Musharraf also elucidated the country’s unique geopolitical status at the crossroads of Central Asia, the Middle East and South Asia, and how that made it a strong player in both the regional and international stages.
He then described Pakistan’s strong historic ties with the United States and reiterated Pakistan’s position as a key ally in the global fight against terrorism. Addressing the issue on a more domestic front, he openly declared that, “militancy and extremism has no place in Pakistan” and that he was “determined not to let fringe elements ruin what we have put in place.”
The President then addressed issues on the minds of many in the audience – his political reform agenda, the empowerment of women and relations with India. Without batting an eyelid, he pledged his unwavering support to Pakistan’s return to democracy, which he said was well underway given the upcoming elections in October. Musharraf also reaffirmed his current policy of devolving power to people at the local level and strengthening municipal institutions. He spoke passionately about his desire to improve human rights in Pakistan by reforming the police and empowering minorities and women, by presenting his government’s plan to reserve an impressive 33% of National Assembly seats for Pakistani women.

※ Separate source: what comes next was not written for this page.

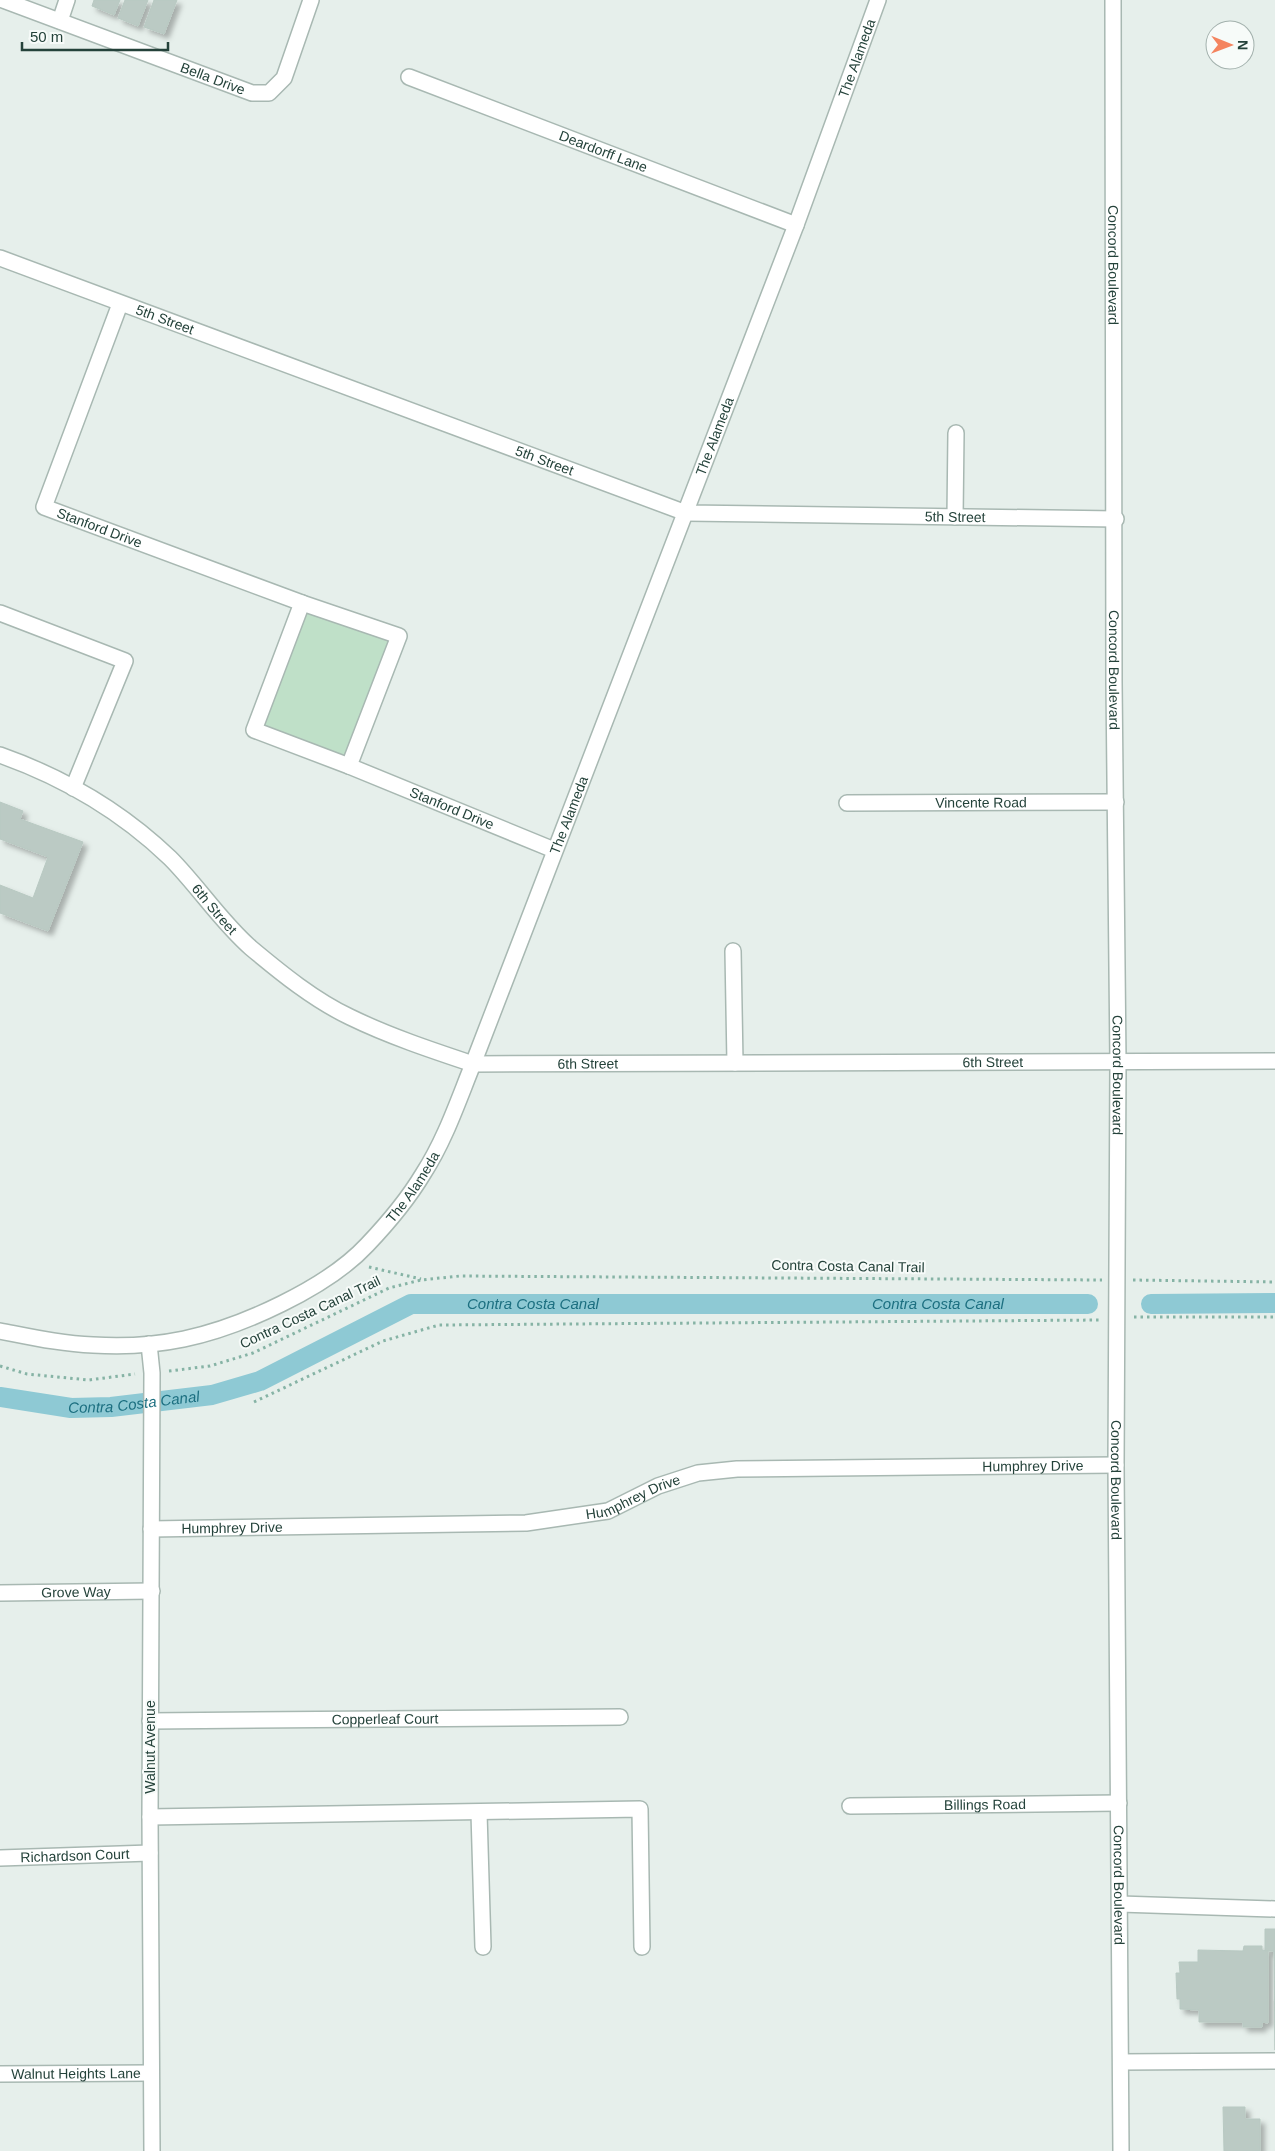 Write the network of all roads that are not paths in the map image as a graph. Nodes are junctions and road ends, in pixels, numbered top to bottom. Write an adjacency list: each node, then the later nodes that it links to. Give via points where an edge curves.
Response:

Musharraf was equally firm in addressing the Kashmir issue, which he described as unfinished business from the time of Partition that needed to be resolved through the UN-mandated plebiscite allowing Kashmiris their rightful self-determination. He also condemned the massive deployment of troops on both sides of the border and made it clear that “peaceful relations with India” would only be possible when the doors to dialogue are opened. He also expressed his desire and commitment to resolve the impasse and spoke to the important role the U.S. could serve as a neutral peace-broker.
Musharraf also broached the subject of the xenophobia and discrimination that has arisen both in the east and the west in the post 9/11 environment. “Hate should have no market,” said Musharraf and passionately declared that the new world order be one of justice, fair play and mutual respect. He advocated increased interactions of people and scholars from the Western and Islamic worlds and in closing declared,
“We must do away with prejudice, we need peace and to build a better future for our children.”
Closing his speech to a standing ovation, the President then took questions from his highly engaged audience.
The animated Q&A session that followed brought a personal and human perspective to the event. Covering topics as diverse as Pakistan’s nuclear policy, gender equality, the much-debated preemptive attack on Iraq, the national referendum and the reformation of the feudal system, the world leader seemed in his element as he debated, listened and laughed with his audience.
His sense of wit, ability to speak extemporaneously, and a sense of sincerity shone through, especially at the last question, posed by HBS second year Massod Razzaq (OK), who asked, “What can we young, educated Pakistanis do to help our country?” to which the President promptly replied, “Come back and serve Pakistan, are you prepared to do that?”
As students filed out of the forum, many felt an imbued optimism and hope surrounding Pakistan’s role in the 21st century that lingering in the air.
Faheen Allibhoy (OC) grew up in Karachi, Pakistan, the UAE, Cyprus, the UK and the Philippines. After graduating from Wellesley College, she worked for two years at the International Finance Corporation (the private sector of the World Bank), and at Merrill Lynch.
Shaan Kandawalla (RC) grew up in Karachi, Pakistan. Before coming to HBS, she spent a year working in Pakistan with a Human Development Task Force to create a national plan of action for education, healthcare and economic development. After graduating from Wellesley College in 1998, she spent three years at Goldman Sachs.